Copy, from the data below, each line that has the word "Avenue".

*** Opening DATA IN THIS EXERCISE ***

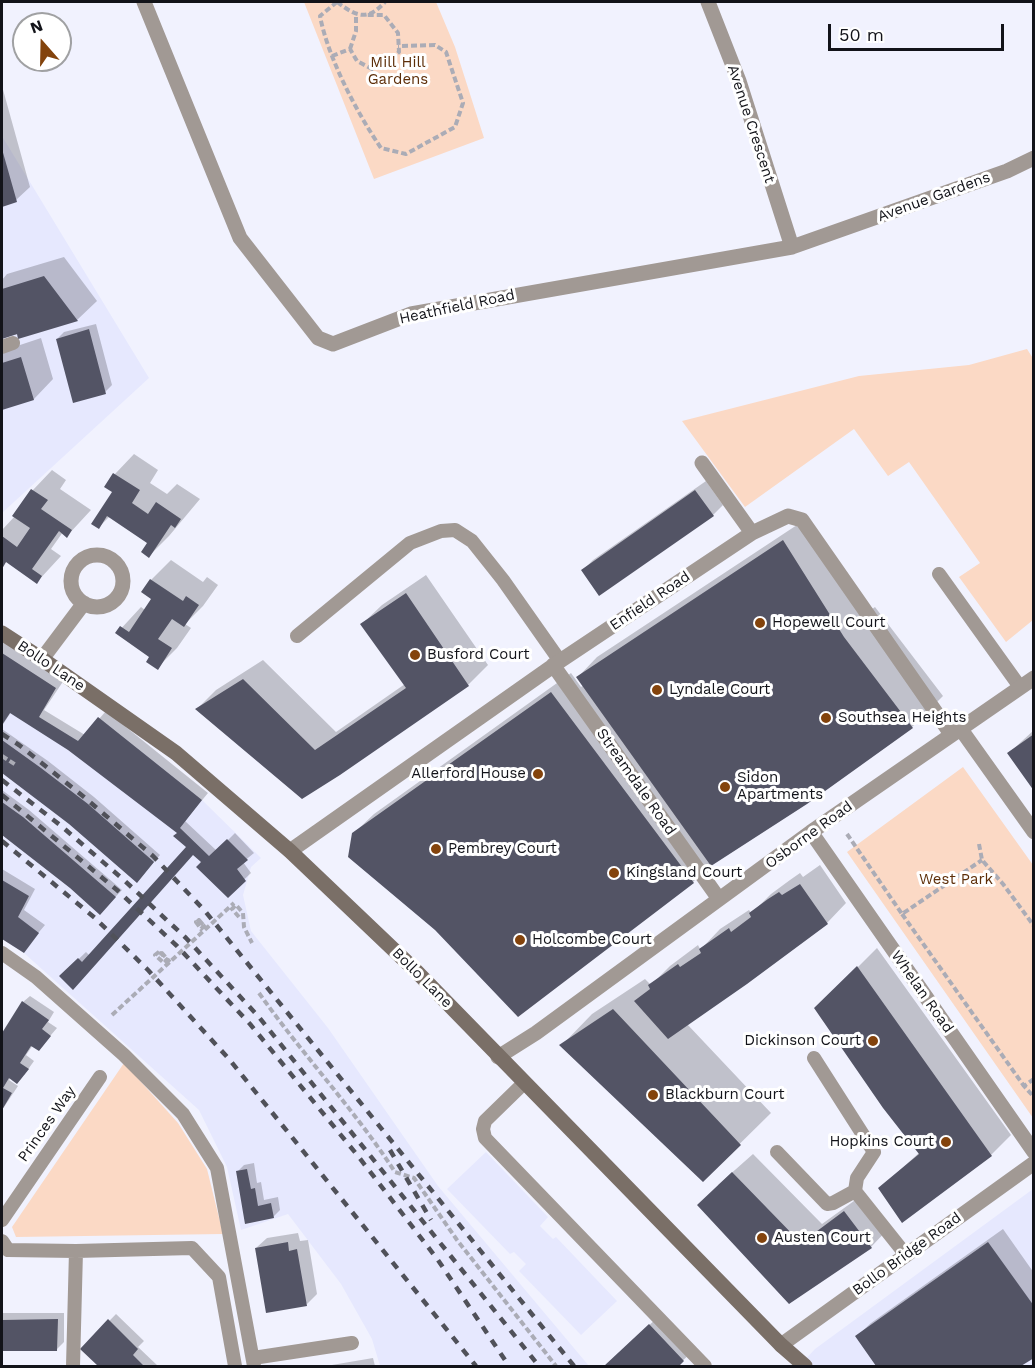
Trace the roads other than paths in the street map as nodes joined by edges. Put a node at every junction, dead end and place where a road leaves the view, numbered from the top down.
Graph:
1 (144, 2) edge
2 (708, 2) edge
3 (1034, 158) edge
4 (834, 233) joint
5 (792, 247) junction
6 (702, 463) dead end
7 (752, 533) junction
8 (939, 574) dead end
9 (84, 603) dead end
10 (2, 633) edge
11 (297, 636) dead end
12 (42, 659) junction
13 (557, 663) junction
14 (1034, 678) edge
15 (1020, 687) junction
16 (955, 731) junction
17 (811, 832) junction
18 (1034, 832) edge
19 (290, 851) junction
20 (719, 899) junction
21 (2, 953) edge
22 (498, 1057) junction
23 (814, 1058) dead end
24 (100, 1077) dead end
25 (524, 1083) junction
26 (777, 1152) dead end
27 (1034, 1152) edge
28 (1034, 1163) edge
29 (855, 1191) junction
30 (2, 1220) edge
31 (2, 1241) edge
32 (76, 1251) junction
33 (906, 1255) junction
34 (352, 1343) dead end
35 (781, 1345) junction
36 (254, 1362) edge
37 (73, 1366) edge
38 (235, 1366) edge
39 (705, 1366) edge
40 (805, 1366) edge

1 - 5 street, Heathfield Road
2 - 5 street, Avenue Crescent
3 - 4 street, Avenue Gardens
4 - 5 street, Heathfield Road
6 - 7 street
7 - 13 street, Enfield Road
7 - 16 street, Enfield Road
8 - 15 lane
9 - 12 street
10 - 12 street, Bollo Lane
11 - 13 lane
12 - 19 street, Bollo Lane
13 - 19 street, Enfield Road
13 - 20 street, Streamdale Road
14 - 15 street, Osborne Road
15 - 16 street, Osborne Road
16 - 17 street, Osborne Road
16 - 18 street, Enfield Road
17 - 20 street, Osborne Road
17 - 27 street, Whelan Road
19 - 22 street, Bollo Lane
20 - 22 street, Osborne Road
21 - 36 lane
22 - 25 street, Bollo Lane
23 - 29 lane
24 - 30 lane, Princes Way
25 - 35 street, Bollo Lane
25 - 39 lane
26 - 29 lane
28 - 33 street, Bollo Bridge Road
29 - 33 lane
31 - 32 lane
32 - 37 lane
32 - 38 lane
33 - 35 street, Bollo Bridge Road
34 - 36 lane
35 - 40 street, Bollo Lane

*** Closing DATA IN THIS EXERCISE ***

▸ **EXERCISE SOLUTION**:
2 - 5 street, Avenue Crescent
3 - 4 street, Avenue Gardens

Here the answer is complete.